Problem requirements: Where the string "Rykmentintie" appears in a line of the data, show that line.

━━ Material supplied

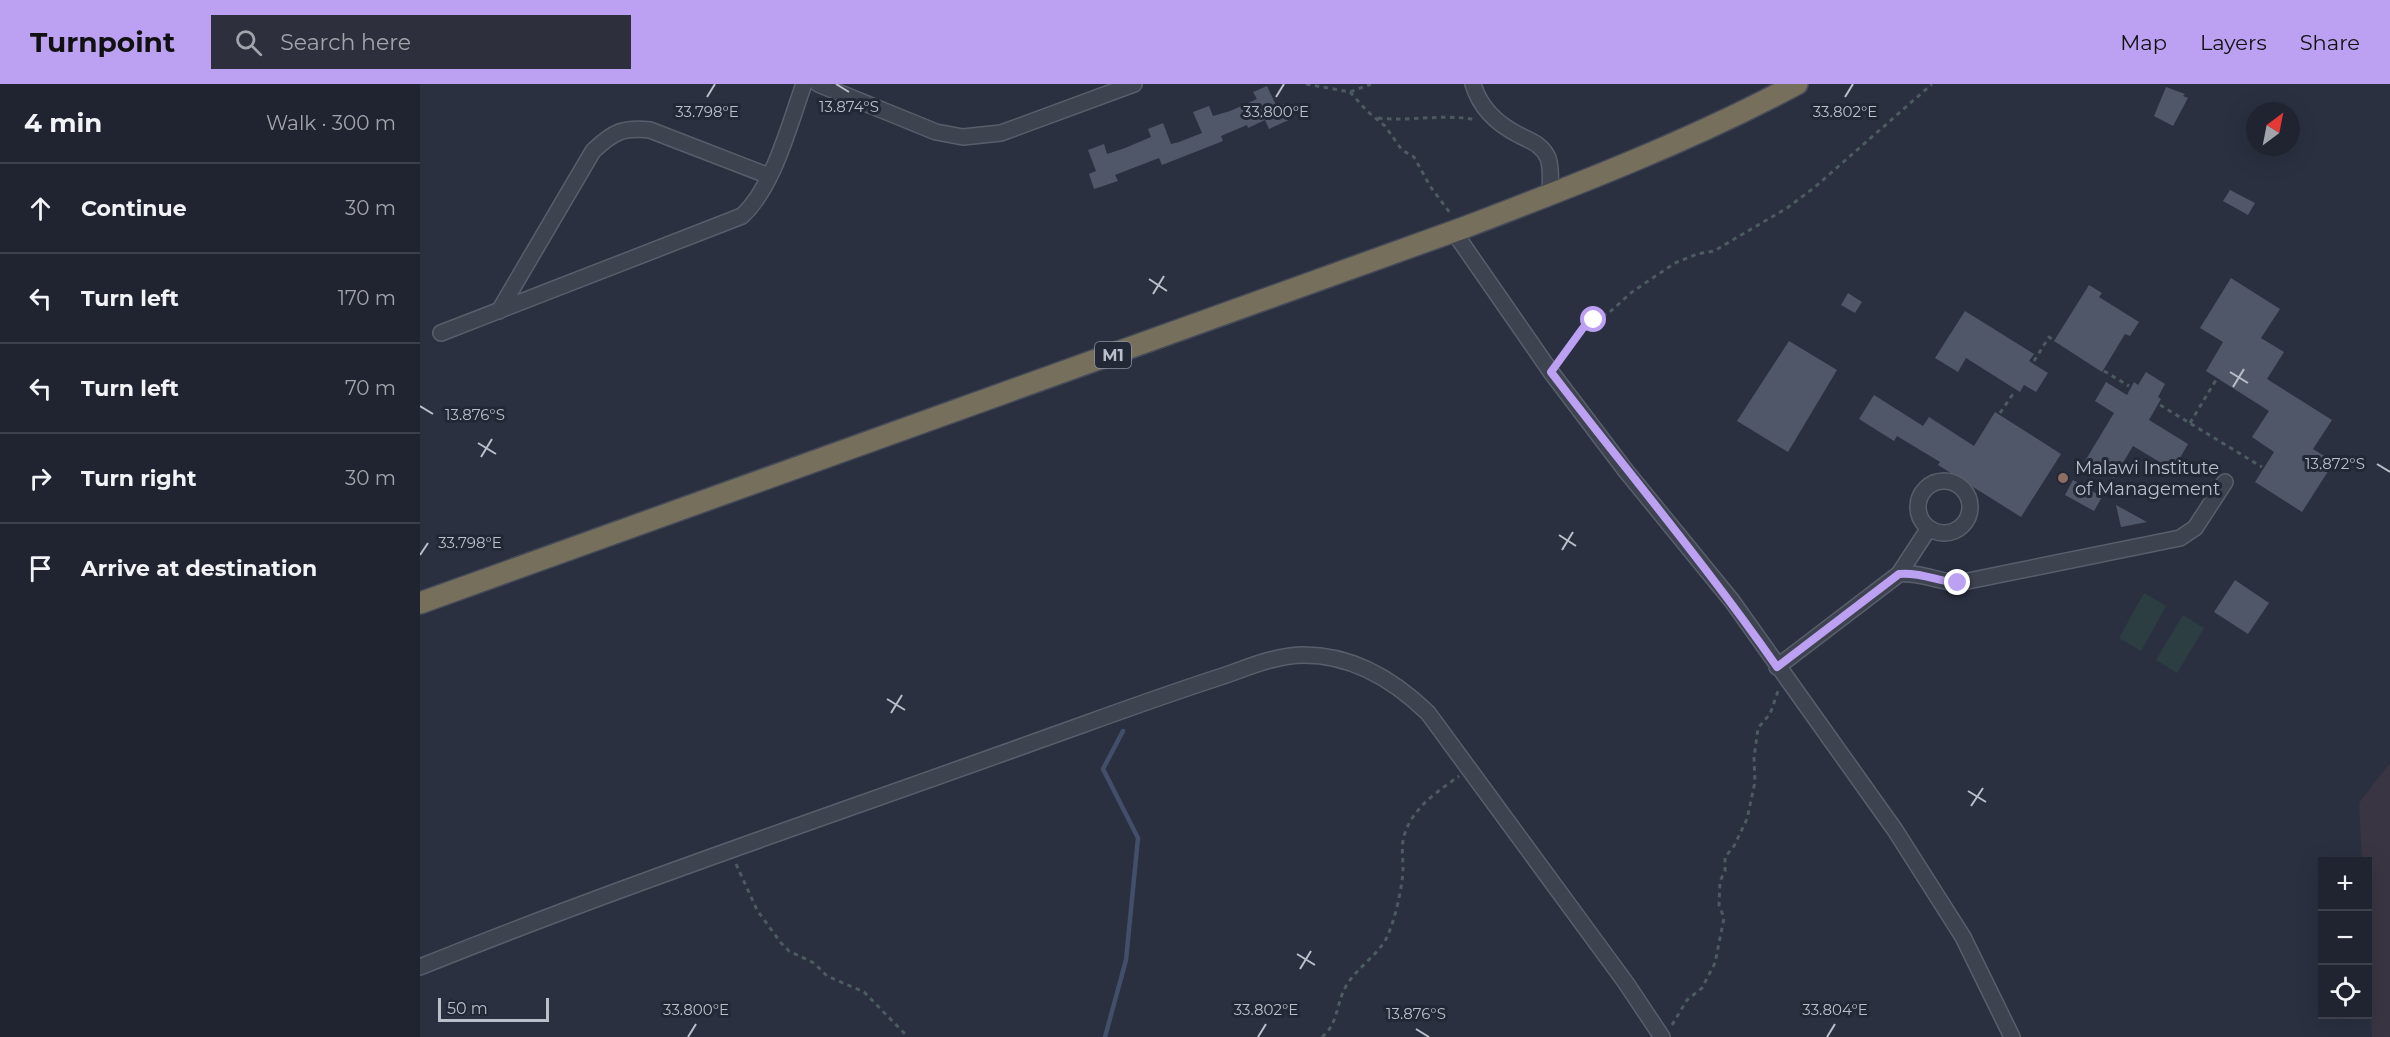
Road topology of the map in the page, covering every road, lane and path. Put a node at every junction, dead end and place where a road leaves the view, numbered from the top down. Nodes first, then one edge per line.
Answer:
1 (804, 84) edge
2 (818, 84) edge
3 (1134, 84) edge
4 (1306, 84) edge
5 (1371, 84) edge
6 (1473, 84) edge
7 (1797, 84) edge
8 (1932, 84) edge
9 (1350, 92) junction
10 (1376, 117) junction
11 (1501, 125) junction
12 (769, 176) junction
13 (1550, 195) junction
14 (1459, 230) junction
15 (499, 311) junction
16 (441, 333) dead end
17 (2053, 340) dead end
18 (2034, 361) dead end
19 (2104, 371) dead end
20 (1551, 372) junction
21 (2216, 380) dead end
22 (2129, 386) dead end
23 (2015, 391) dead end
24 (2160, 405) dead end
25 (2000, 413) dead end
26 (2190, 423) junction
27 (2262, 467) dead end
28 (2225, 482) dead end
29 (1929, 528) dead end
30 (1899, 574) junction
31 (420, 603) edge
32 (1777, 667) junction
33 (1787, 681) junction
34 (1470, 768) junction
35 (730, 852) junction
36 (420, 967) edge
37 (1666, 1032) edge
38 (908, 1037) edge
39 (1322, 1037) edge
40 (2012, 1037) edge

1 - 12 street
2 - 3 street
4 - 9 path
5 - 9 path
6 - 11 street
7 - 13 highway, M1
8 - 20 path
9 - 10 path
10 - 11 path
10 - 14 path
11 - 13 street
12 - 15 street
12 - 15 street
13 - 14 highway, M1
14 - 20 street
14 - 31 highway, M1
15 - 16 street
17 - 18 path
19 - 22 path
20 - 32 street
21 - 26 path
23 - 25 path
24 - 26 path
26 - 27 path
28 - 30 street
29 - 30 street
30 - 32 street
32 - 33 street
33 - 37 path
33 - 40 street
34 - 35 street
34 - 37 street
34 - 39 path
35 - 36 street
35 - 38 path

━━━━
━━ Material supplied

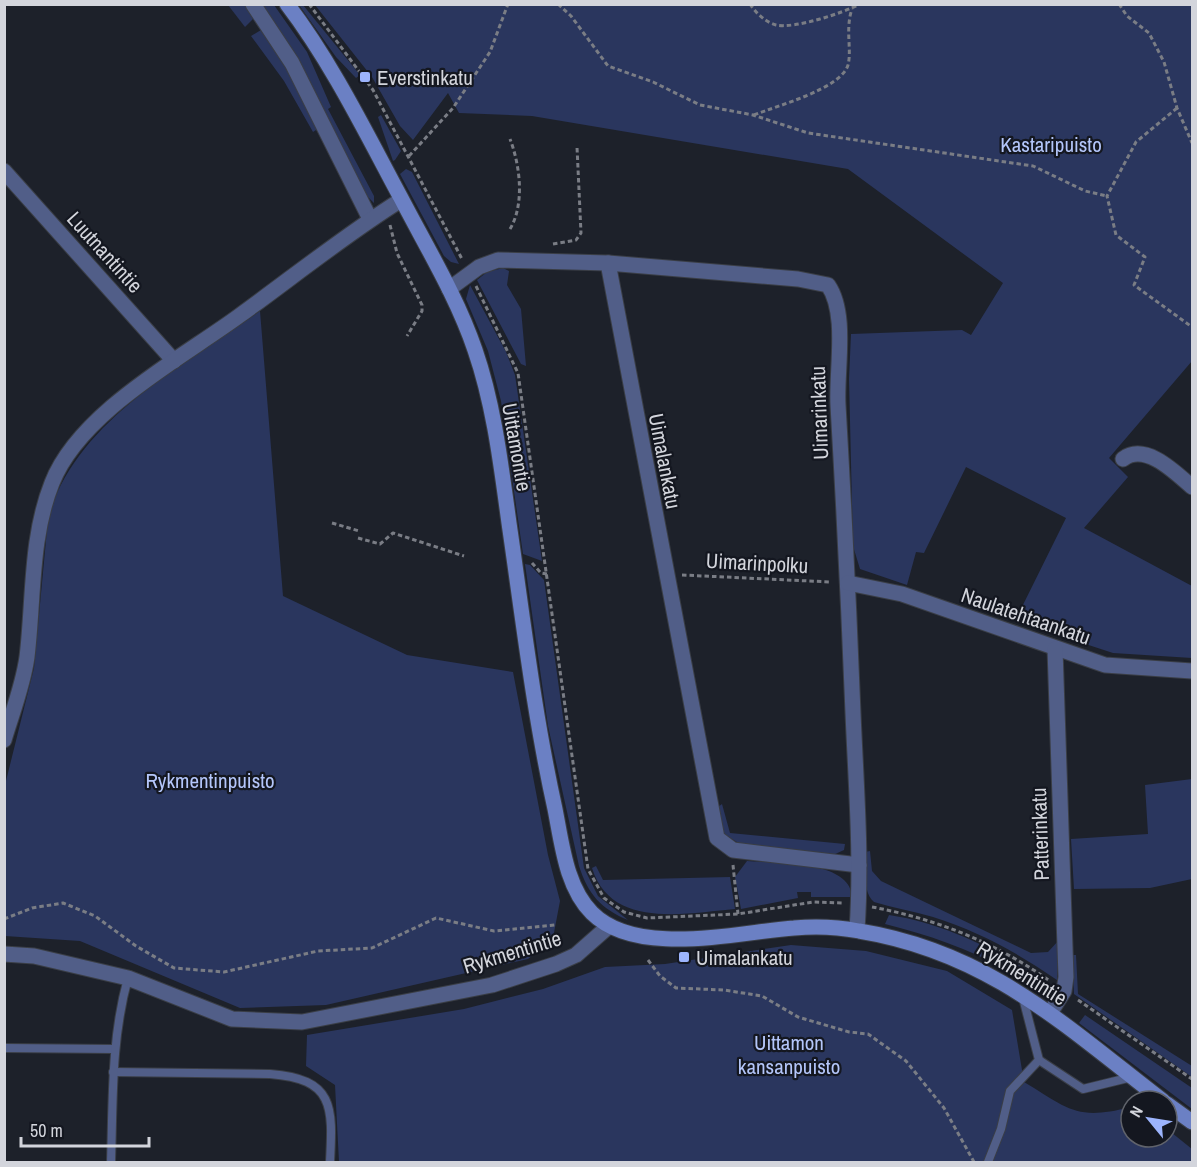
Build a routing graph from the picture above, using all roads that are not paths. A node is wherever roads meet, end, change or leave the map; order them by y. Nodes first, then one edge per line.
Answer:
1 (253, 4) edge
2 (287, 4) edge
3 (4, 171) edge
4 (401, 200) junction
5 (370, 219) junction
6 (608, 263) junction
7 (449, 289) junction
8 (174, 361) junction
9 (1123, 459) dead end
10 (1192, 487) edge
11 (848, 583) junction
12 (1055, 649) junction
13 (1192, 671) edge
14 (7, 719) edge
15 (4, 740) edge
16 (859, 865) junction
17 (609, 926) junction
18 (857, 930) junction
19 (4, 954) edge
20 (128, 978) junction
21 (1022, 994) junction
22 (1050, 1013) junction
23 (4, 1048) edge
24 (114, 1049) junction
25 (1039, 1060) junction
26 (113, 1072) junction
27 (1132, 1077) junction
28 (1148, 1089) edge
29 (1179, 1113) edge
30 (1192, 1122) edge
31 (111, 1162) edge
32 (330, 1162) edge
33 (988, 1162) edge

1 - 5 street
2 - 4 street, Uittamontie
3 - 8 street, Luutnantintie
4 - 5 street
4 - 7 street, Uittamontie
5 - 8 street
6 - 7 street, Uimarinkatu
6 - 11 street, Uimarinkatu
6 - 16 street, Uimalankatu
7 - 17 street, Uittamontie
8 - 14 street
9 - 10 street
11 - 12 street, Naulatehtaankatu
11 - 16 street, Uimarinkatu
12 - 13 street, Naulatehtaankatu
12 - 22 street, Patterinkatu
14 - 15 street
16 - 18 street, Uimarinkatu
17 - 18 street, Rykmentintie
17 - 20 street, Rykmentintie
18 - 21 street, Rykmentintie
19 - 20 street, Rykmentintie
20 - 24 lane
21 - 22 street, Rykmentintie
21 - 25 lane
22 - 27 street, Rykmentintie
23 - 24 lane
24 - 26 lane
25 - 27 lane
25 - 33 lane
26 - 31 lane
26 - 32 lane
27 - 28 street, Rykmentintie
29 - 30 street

━━━━

Answer space:
17 - 18 street, Rykmentintie
17 - 20 street, Rykmentintie
18 - 21 street, Rykmentintie
19 - 20 street, Rykmentintie
21 - 22 street, Rykmentintie
22 - 27 street, Rykmentintie
27 - 28 street, Rykmentintie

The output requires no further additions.